In this qualitative study, we used semistructured interview guides to conduct focus
group discussions that explored the perspectives of 32 providers of epilepsy care
from health facilities around Mbarara, Uganda. Our sample included nonspecialized
general physicians (n = 3), medical residents (n = 8), medical clinical officers (n = 3),
psychiatric clinical nurses (n = 6), medical nurses and nursing assistants (n = 9),
and other providers (n = 3), who were loosely grouped into discussion groups based
on level or type of training. Self-assessed proficiency ratings were also administered
to gain a better understanding of participants’ confidence in their training, preparedness,
and capabilities regarding epilepsy care. Thematic analysis of the focus group transcripts
was conducted to ascertain commonly occurring themes about perceptions and challenges
in epilepsy care.

Results

Our analyses identified nine major themes that dominated the perspectives of the study
participants: care management, medications, diagnostics, HCP training, human resources,
location, patient education, social support, and community knowledge and beliefs.
Proficiency ratings prioritized areas of confidence as knowledge related to referrals,
psychosocial impacts, and seizure neurophysiology. Areas of need were revealed as
knowledge of diagnostic tools and antiepileptic drug (AED) regimens.

Conclusions

Our findings delineate the perspectives of providers caring for PWE, with consistent
recognition of challenges centering around resource augmentation, infrastructure strengthening,
and education.

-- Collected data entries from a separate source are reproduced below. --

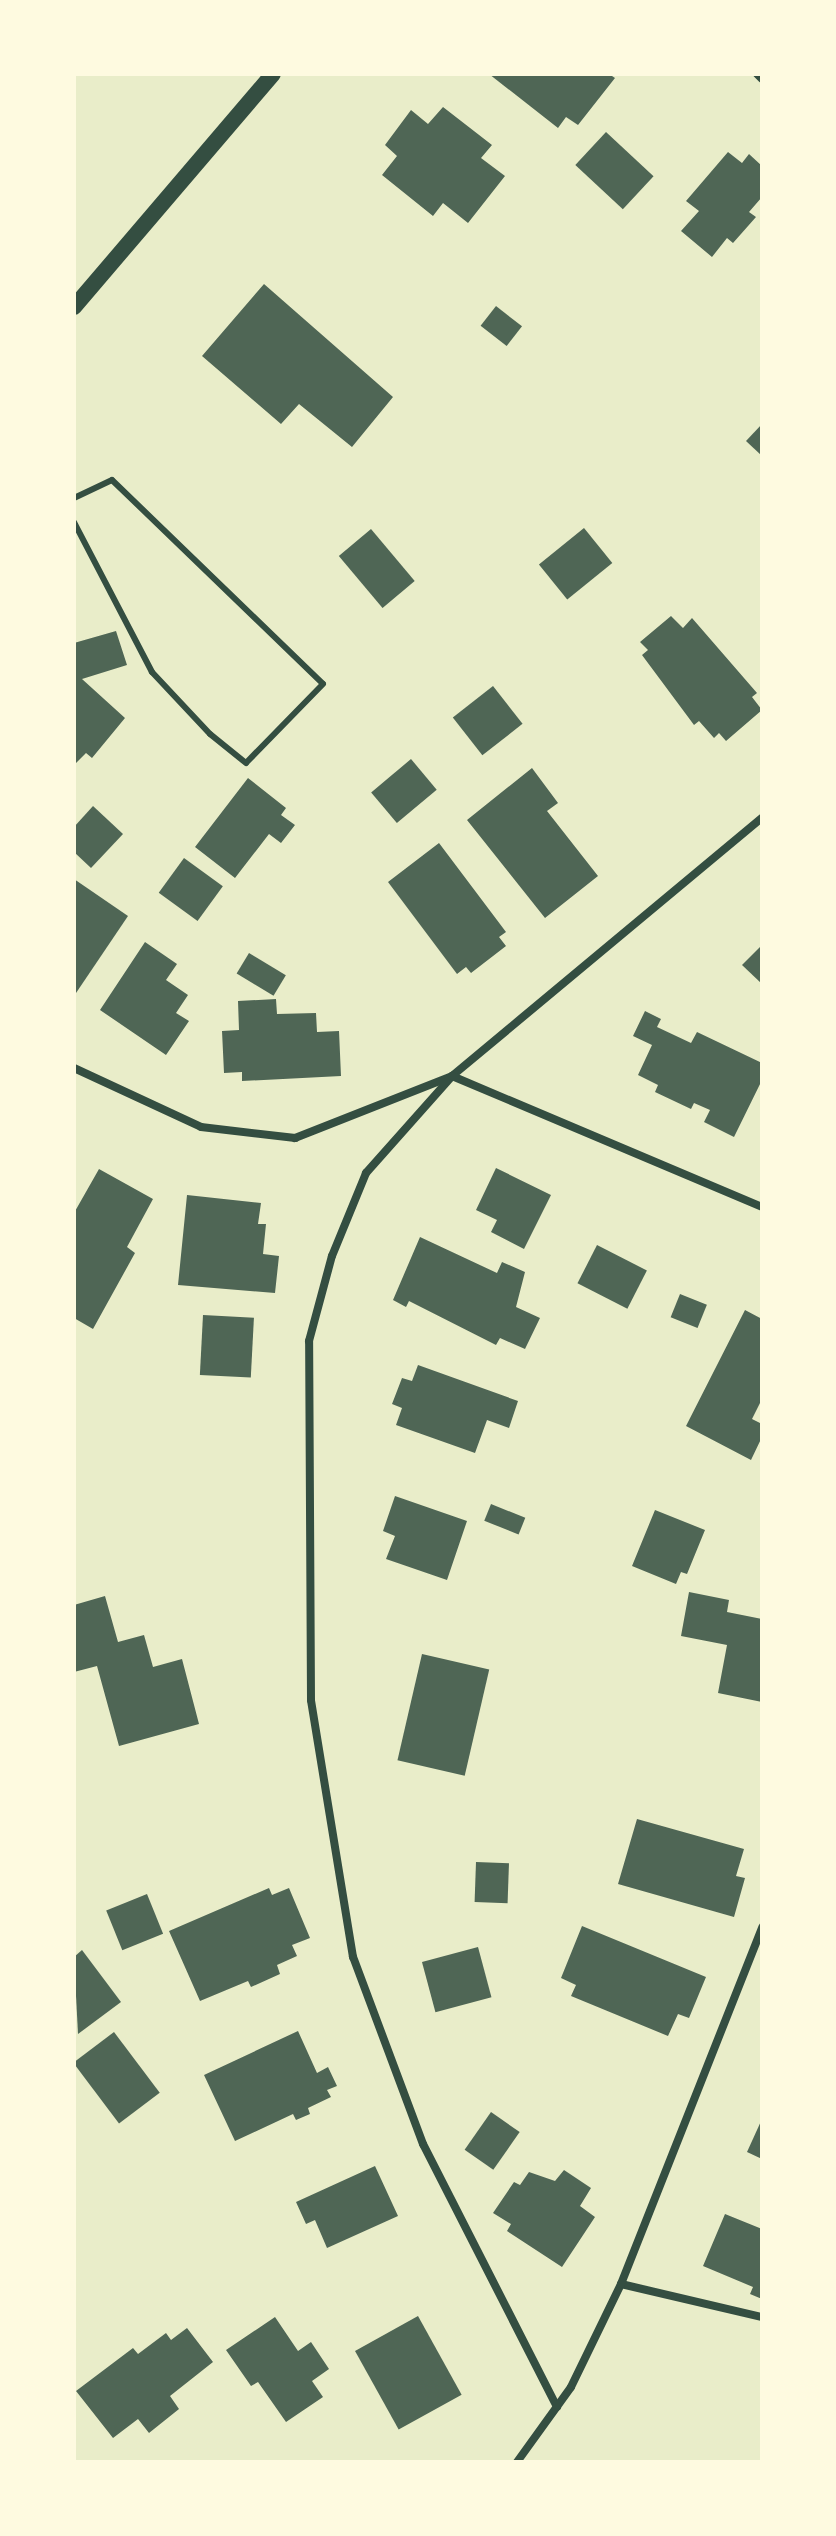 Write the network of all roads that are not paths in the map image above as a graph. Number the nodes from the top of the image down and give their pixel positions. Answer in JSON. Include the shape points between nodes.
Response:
{"nodes":[{"id":1,"x":273,"y":74,"type":"edge"},
{"id":2,"x":757,"y":74,"type":"edge"},
{"id":3,"x":762,"y":79,"type":"edge"},
{"id":4,"x":74,"y":307,"type":"edge"},
{"id":5,"x":74,"y":498,"type":"edge"},
{"id":6,"x":74,"y":522,"type":"edge"},
{"id":7,"x":762,"y":818,"type":"edge"},
{"id":8,"x":74,"y":1068,"type":"edge"},
{"id":9,"x":452,"y":1076,"type":"junction"},
{"id":10,"x":762,"y":1207,"type":"edge"},
{"id":11,"x":762,"y":1927,"type":"edge"},
{"id":12,"x":621,"y":2284,"type":"junction"},
{"id":13,"x":762,"y":2317,"type":"edge"},
{"id":14,"x":557,"y":2407,"type":"junction"},
{"id":15,"x":517,"y":2462,"type":"edge"}],
"edges":[{"from":1,"to":4,"type":"main road"},
{"from":2,"to":3,"type":"street"},
{"from":5,"to":6,"type":"lane","via":[[112,480],[323,684],[246,763],[210,734],[152,672]]},
{"from":7,"to":9,"type":"street"},
{"from":8,"to":9,"type":"street","via":[[201,1127],[295,1138]]},
{"from":9,"to":10,"type":"street"},
{"from":9,"to":14,"type":"street","via":[[366,1173],[332,1256],[309,1341],[311,1700],[353,1957],[423,2144]]},
{"from":11,"to":12,"type":"street"},
{"from":12,"to":13,"type":"street"},
{"from":12,"to":14,"type":"street"},
{"from":14,"to":15,"type":"street"}]}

Participants emphasized the urgent need to augment these resources
to address limitations in medication types and access, trained human resources, and
diagnostic tools. They overwhelmingly recognized the need for infrastructure strengthening
to address human, diagnostic, medicinal, and capital resource limitations that place
undue burden on patients with epilepsy and physicians. Providers indicated a clear
desire to learn more about different diagnostic tools and medical management practices,
potentially through continuing education, specialized training, or more intentional
in-school diagnostic preparation. They also advocated for the powerful influence of
patient and family education and clearly articulated the need for community sensitization
and support.

This article is part of the Special Issue “The intersection of Culture, Resources,
and Disease: Epilepsy Care in Uganda”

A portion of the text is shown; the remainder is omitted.